#### Dataset entries:
###

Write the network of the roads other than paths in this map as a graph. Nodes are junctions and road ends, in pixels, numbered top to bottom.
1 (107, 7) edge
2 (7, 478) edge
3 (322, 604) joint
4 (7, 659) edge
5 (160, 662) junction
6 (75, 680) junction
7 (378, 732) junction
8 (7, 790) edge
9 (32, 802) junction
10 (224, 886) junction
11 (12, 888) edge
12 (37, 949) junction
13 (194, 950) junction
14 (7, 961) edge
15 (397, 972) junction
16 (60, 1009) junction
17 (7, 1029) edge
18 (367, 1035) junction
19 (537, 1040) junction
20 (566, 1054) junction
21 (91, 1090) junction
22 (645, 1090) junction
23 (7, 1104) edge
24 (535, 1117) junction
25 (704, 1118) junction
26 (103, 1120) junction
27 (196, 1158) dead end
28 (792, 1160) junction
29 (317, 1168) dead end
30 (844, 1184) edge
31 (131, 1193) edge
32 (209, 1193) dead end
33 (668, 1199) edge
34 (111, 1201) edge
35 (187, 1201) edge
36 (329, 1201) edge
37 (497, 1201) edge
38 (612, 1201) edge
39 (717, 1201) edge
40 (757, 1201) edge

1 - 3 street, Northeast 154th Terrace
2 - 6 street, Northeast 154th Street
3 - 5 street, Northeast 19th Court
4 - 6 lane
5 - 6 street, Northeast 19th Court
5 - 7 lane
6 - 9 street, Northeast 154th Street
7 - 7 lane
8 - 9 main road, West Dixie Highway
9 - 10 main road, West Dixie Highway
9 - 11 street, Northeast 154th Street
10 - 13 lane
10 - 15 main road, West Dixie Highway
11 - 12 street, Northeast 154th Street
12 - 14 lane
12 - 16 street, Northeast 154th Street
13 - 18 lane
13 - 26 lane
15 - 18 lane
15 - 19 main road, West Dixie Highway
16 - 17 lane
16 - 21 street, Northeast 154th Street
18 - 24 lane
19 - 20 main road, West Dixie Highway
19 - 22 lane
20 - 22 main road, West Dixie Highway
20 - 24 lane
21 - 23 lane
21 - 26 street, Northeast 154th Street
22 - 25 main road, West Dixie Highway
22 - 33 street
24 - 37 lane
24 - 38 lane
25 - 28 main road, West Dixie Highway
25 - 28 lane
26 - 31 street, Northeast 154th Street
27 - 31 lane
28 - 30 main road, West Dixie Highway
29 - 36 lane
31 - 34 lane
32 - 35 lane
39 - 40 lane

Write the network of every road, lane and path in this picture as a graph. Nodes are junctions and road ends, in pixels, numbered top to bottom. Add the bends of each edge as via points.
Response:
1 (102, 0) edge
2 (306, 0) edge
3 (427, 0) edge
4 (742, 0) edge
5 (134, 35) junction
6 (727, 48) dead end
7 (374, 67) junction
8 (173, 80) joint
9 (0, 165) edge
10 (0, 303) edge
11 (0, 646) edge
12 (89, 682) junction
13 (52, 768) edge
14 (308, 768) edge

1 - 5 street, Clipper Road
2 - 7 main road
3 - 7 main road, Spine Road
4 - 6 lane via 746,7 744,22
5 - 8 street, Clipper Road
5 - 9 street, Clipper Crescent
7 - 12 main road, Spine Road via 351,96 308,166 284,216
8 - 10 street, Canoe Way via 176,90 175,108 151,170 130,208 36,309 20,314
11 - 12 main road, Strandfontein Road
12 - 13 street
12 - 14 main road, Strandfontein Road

###

Copy every record exactly, leaving each line intact.

Write the network of the roads other than paths in this map as a graph. Nodes are junctions and road ends, in pixels, numbered top to bottom.
1 (107, 7) edge
2 (7, 478) edge
3 (322, 604) joint
4 (7, 659) edge
5 (160, 662) junction
6 (75, 680) junction
7 (378, 732) junction
8 (7, 790) edge
9 (32, 802) junction
10 (224, 886) junction
11 (12, 888) edge
12 (37, 949) junction
13 (194, 950) junction
14 (7, 961) edge
15 (397, 972) junction
16 (60, 1009) junction
17 (7, 1029) edge
18 (367, 1035) junction
19 (537, 1040) junction
20 (566, 1054) junction
21 (91, 1090) junction
22 (645, 1090) junction
23 (7, 1104) edge
24 (535, 1117) junction
25 (704, 1118) junction
26 (103, 1120) junction
27 (196, 1158) dead end
28 (792, 1160) junction
29 (317, 1168) dead end
30 (844, 1184) edge
31 (131, 1193) edge
32 (209, 1193) dead end
33 (668, 1199) edge
34 (111, 1201) edge
35 (187, 1201) edge
36 (329, 1201) edge
37 (497, 1201) edge
38 (612, 1201) edge
39 (717, 1201) edge
40 (757, 1201) edge

1 - 3 street, Northeast 154th Terrace
2 - 6 street, Northeast 154th Street
3 - 5 street, Northeast 19th Court
4 - 6 lane
5 - 6 street, Northeast 19th Court
5 - 7 lane
6 - 9 street, Northeast 154th Street
7 - 7 lane
8 - 9 main road, West Dixie Highway
9 - 10 main road, West Dixie Highway
9 - 11 street, Northeast 154th Street
10 - 13 lane
10 - 15 main road, West Dixie Highway
11 - 12 street, Northeast 154th Street
12 - 14 lane
12 - 16 street, Northeast 154th Street
13 - 18 lane
13 - 26 lane
15 - 18 lane
15 - 19 main road, West Dixie Highway
16 - 17 lane
16 - 21 street, Northeast 154th Street
18 - 24 lane
19 - 20 main road, West Dixie Highway
19 - 22 lane
20 - 22 main road, West Dixie Highway
20 - 24 lane
21 - 23 lane
21 - 26 street, Northeast 154th Street
22 - 25 main road, West Dixie Highway
22 - 33 street
24 - 37 lane
24 - 38 lane
25 - 28 main road, West Dixie Highway
25 - 28 lane
26 - 31 street, Northeast 154th Street
27 - 31 lane
28 - 30 main road, West Dixie Highway
29 - 36 lane
31 - 34 lane
32 - 35 lane
39 - 40 lane

Write the network of every road, lane and path in this picture as a graph. Nodes are junctions and road ends, in pixels, numbered top to bottom. Add the bends of each edge as via points.
Response:
1 (102, 0) edge
2 (306, 0) edge
3 (427, 0) edge
4 (742, 0) edge
5 (134, 35) junction
6 (727, 48) dead end
7 (374, 67) junction
8 (173, 80) joint
9 (0, 165) edge
10 (0, 303) edge
11 (0, 646) edge
12 (89, 682) junction
13 (52, 768) edge
14 (308, 768) edge

1 - 5 street, Clipper Road
2 - 7 main road
3 - 7 main road, Spine Road
4 - 6 lane via 746,7 744,22
5 - 8 street, Clipper Road
5 - 9 street, Clipper Crescent
7 - 12 main road, Spine Road via 351,96 308,166 284,216
8 - 10 street, Canoe Way via 176,90 175,108 151,170 130,208 36,309 20,314
11 - 12 main road, Strandfontein Road
12 - 13 street
12 - 14 main road, Strandfontein Road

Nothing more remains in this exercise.